Johns Hopkins University Press

In 2012 I wrote Authentic™: The Politics of Ambivalence in a Brand Culture, where I thought through what it means to organize our lives—politically, culturally, socially—in an age of branding and commodity activism that centered on a concept of the “authentic.”1 I argued that in contemporary capitalism, corporate marketing efforts are about building an affective relationship with a consumer, one based on a set of memories, emotions, personal narratives, and expectations that resonate in a felt, “organic” way. Throughout the book I focused on the branding of authenticity in these cultural realms, where brands become the setting around which individuals weave their own “authentic” stories, where individuals position themselves as the authentic characters in the narrative of their constructed self-brand. In recent years, this imperative to build an authentic relationship as part of a brand has shifted from a product-based corporate sensibility, where corporations craft relationships with consumers, to a more personalized—though no less corporate—sensibility, where social media and the rise of the “influencer” create an intensified version of authenticity in the production of culture. In many ways, influencers on social media now exemplify the most developed form of brand authenticity (for themselves as brands).

Though of course social media was around in 2012, some of the major platforms like Instagram had not yet achieved the heightened visibility they enjoy today, and the imperative to present oneself and to produce a self-brand on social media was not nearly as normative as it is in 2020. Instagram, which launched in 2010, is a site where one posts photos and videos of oneself; its original mission was “to capture and share the world’s moments.” But rather than capturing the world’s moments, Instagram is much more about carefully and strategically curating individual lives; along with YouTube, it has become the key place for “influencers” to launch their careers, as people who are “paid to use their personal magnetism to promote specific agendas online.”2 Instagram influencers craft their self-brand around discourses of “authenticity,” where they are more commercially successful the more relatable, intimate, and vulnerable [End Page 141] their self-presentation. Yet at the same time, to be “authentic” for influencers also means to strictly conform to dominant white, cis-gender norms.

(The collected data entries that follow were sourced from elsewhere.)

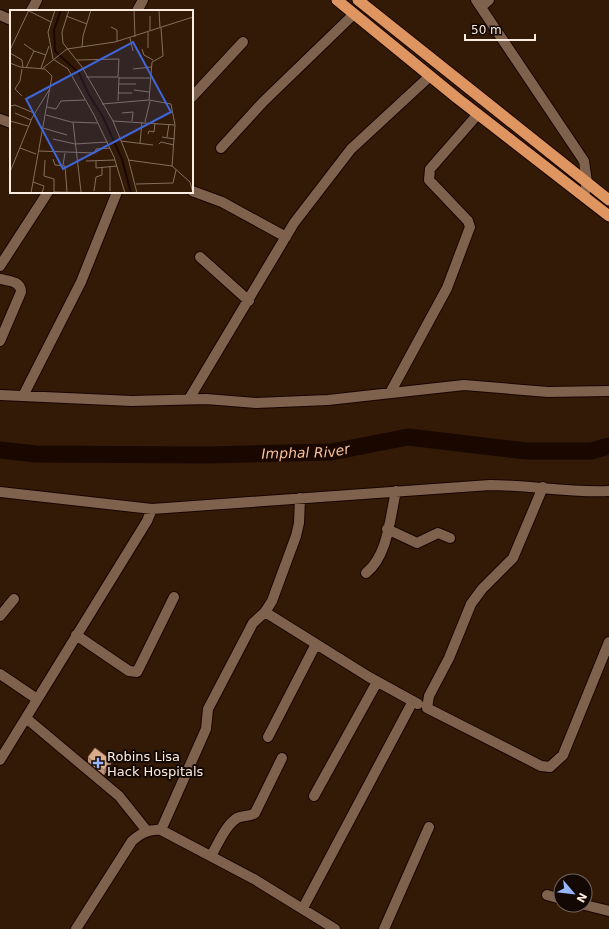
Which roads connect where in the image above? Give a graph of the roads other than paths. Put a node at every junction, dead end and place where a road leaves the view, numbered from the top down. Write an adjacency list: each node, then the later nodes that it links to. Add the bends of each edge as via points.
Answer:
1 (37, 0): 7 (street)
2 (143, 0): 8 (street)
3 (337, 0): 9 (highway)
4 (358, 0): 19 (highway)
5 (489, 0): 6 (street)
6 (478, 4): 19 (street, via 584,161)
7 (32, 10)
8 (138, 10)
9 (354, 14): 13 (highway); 18 (street, via 263,102)
10 (0, 15): 11 (street)
11 (10, 20)
12 (243, 42): 14 (street)
13 (430, 76): 15 (highway); 26 (street, via 347,154)
14 (193, 96)
15 (478, 114): 23 (highway); 33 (street, via 430,169 429,180 468,221 470,227 447,288)
16 (0, 119): 17 (street)
17 (10, 123)
18 (221, 148)
19 (587, 182): 23 (street); 24 (highway)
20 (193, 191): 26 (street, via 222,202)
21 (47, 193): 28 (street)
22 (117, 193): 35 (street, via 81,282)
23 (584, 196): 25 (highway)
24 (609, 200)
25 (609, 216)
26 (286, 237): 30 (street)
27 (200, 257): 30 (street)
28 (0, 266)
29 (0, 279): 31 (street, via 19,284 21,292)
30 (249, 301): 36 (street)
31 (0, 341)
32 (609, 391): 33 (street, via 548,392 464,385)
33 (390, 393): 36 (street, via 328,400 256,403)
34 (0, 395): 35 (street)
35 (23, 396): 36 (street, via 132,401)
36 (189, 399)
37 (543, 487): 38 (street, via 490,485); 39 (street); 57 (street, via 513,558 471,604 449,658 429,696)
38 (396, 491): 41 (street); 43 (street)
39 (609, 491)
40 (0, 492): 42 (street)
41 (300, 498): 42 (street); 48 (street, via 296,536)
42 (152, 509): 50 (street)
43 (387, 530): 44 (street, via 417,543 438,533); 45 (street, via 379,560)
44 (450, 538)
45 (366, 573)
46 (174, 597): 50 (street, via 137,672 129,671)
47 (14, 599): 49 (street)
48 (265, 612): 52 (street); 64 (street, via 253,623 208,709 206,729)
49 (0, 616)
50 (76, 635): 55 (street)
51 (609, 642): 57 (street, via 562,755 550,767 541,766)
52 (316, 644): 54 (street); 59 (street)
53 (0, 674): 55 (street)
54 (377, 682): 56 (street); 62 (street)
55 (37, 699): 58 (street)
56 (413, 701): 57 (street); 70 (street)
57 (427, 708)
58 (26, 718): 61 (street); 65 (street, via 119,796)
59 (268, 737)
60 (282, 758): 66 (street, via 254,815 238,818 233,822)
61 (0, 760)
62 (314, 796)
63 (429, 827): 74 (street)
64 (161, 830): 65 (street); 66 (street)
65 (147, 831): 72 (street, via 139,835 128,848)
66 (211, 856): 70 (street)
67 (547, 895): 68 (street)
68 (553, 897)
69 (593, 907): 71 (street)
70 (303, 908): 73 (street)
71 (609, 911)
72 (76, 929)
73 (335, 929)
74 (384, 929)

Indeed, authenticity has a heightened, and complex, significance in the context of social media. In this era of fake news, deepfakes, and the wide circulation of misinformation, where particular concepts of the “truth” are questioned, authenticity means both more and less: the mandate to present as “authentic” has become more urgent, even as we increasingly no longer believe in the concept of the authentic. Of course, authenticity has always been a messy concept, and one that is deeply contextual, contingent, and cultural. Yet even within these contingencies, authenticity has always depended on the actors who are presenting themselves as authentic.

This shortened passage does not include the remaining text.